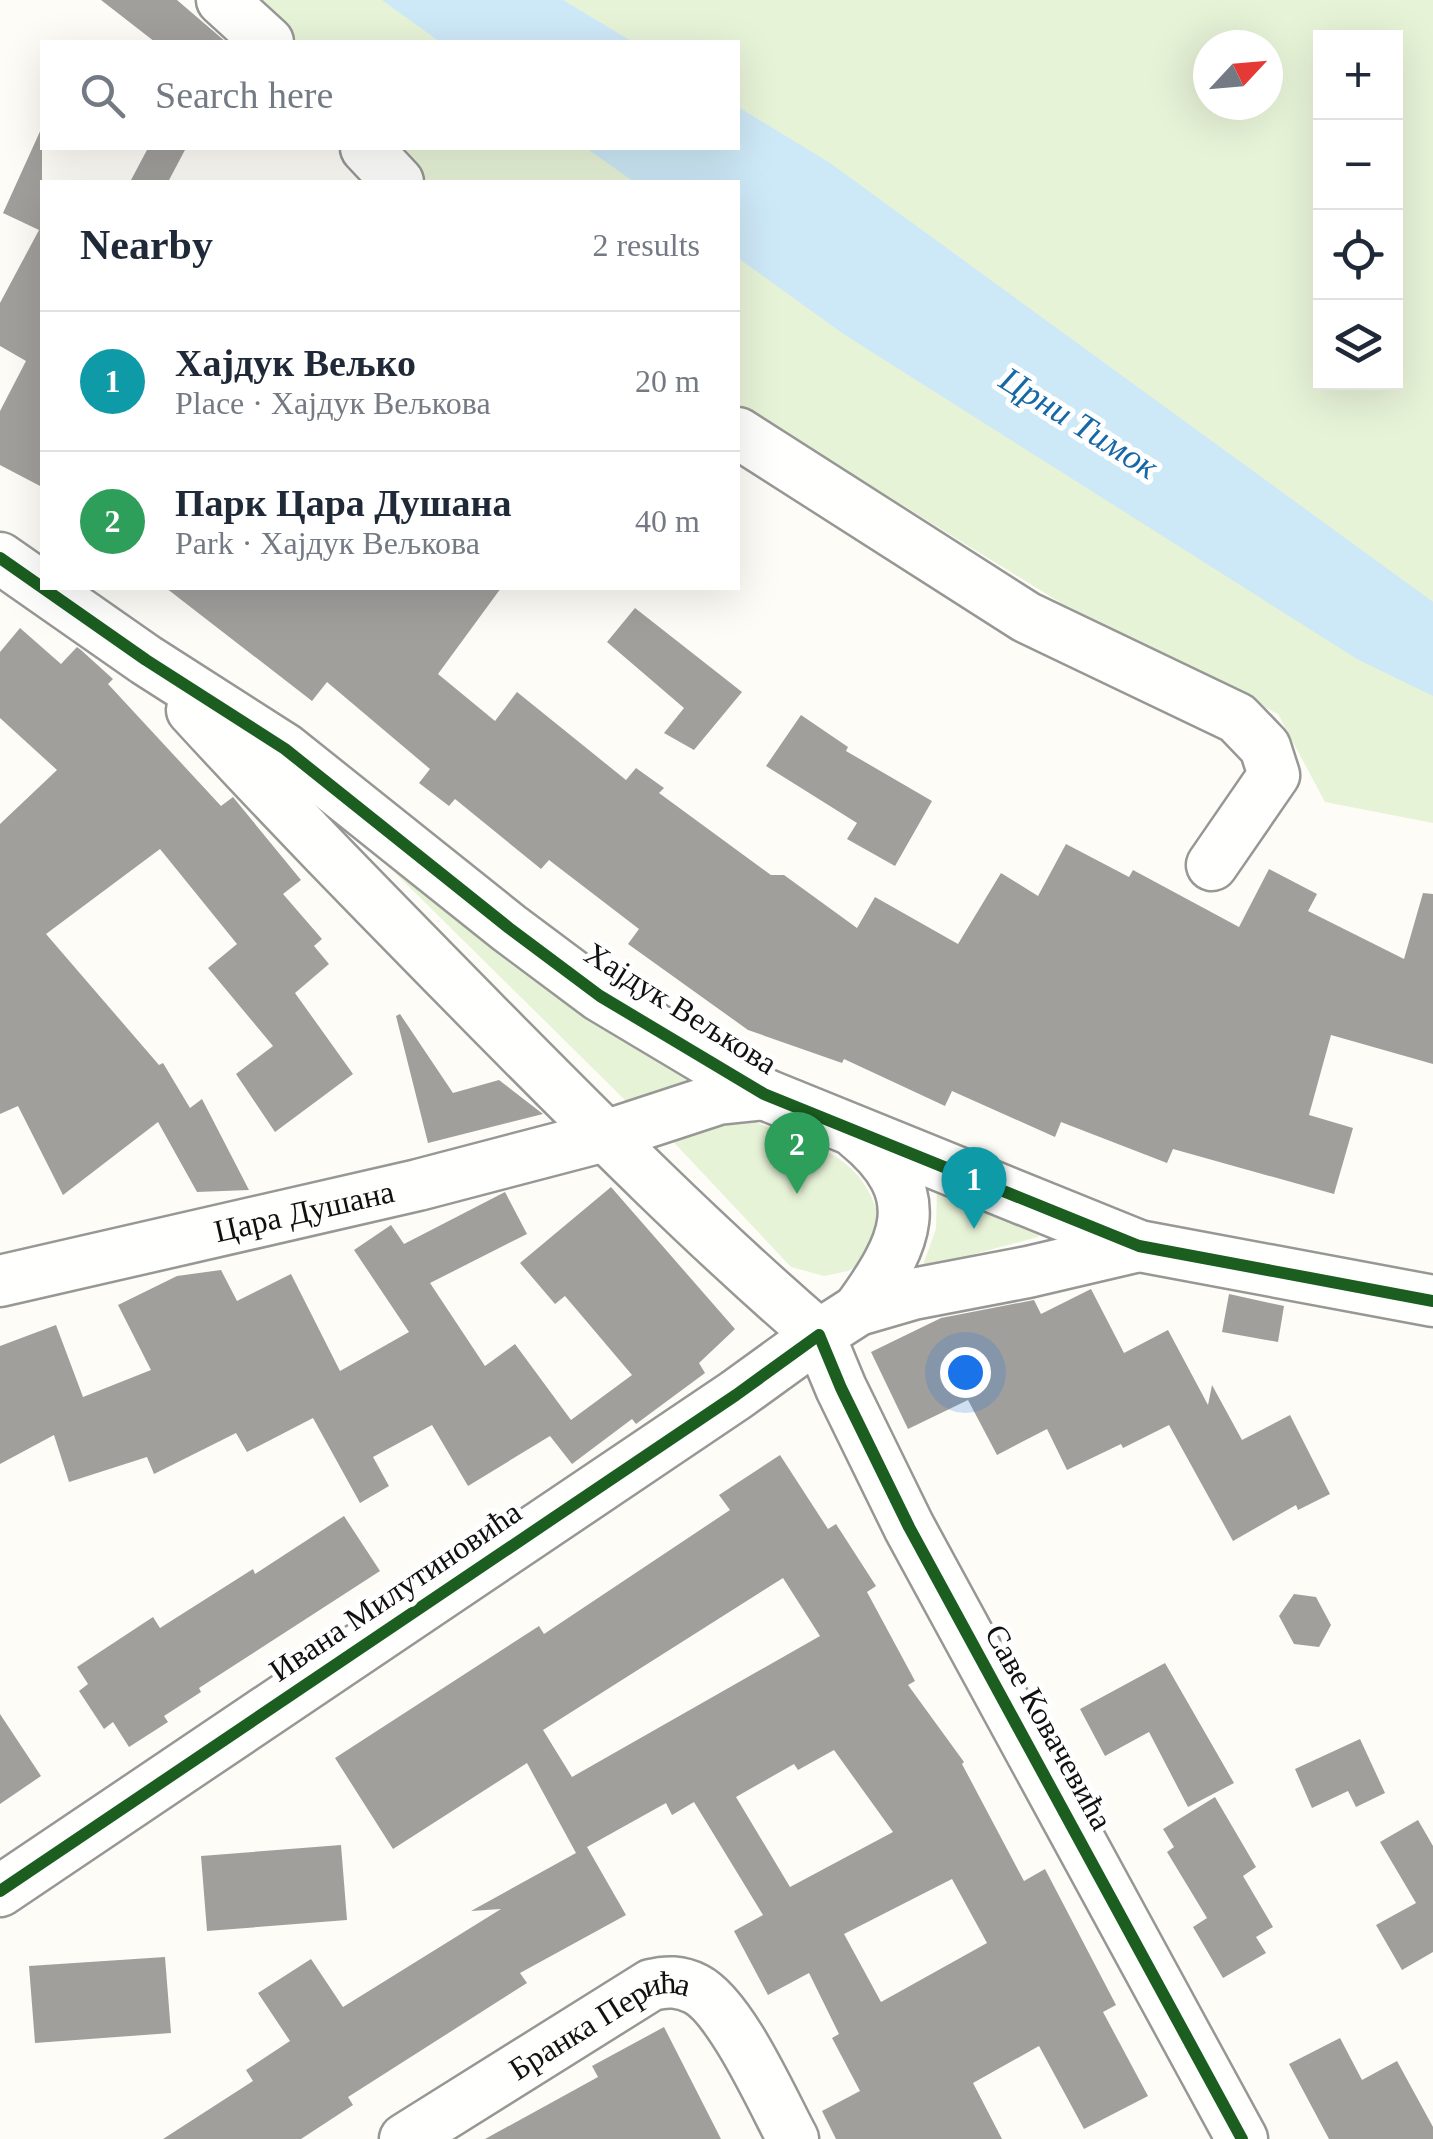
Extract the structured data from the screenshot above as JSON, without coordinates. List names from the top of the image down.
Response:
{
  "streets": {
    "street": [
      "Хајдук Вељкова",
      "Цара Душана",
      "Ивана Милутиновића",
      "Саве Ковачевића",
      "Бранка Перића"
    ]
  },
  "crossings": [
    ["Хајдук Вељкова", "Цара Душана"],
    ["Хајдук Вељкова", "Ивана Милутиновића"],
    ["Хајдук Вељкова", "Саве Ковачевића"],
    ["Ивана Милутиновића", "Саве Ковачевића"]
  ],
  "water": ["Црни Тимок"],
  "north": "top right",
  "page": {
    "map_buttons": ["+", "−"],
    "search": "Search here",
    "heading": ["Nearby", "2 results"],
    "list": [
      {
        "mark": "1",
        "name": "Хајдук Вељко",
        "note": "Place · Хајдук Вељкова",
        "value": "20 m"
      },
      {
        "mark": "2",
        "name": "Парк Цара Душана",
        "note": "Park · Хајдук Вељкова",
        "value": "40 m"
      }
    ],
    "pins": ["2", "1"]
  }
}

▸ **About this task**:
Given the data above, which lines hold the string "Вељкова"? Return them.

▸ **Task answer**:
      "Хајдук Вељкова",
    ["Хајдук Вељкова", "Цара Душана"],
    ["Хајдук Вељкова", "Ивана Милутиновића"],
    ["Хајдук Вељкова", "Саве Ковачевића"],
        "note": "Place · Хајдук Вељкова",
        "note": "Park · Хајдук Вељкова",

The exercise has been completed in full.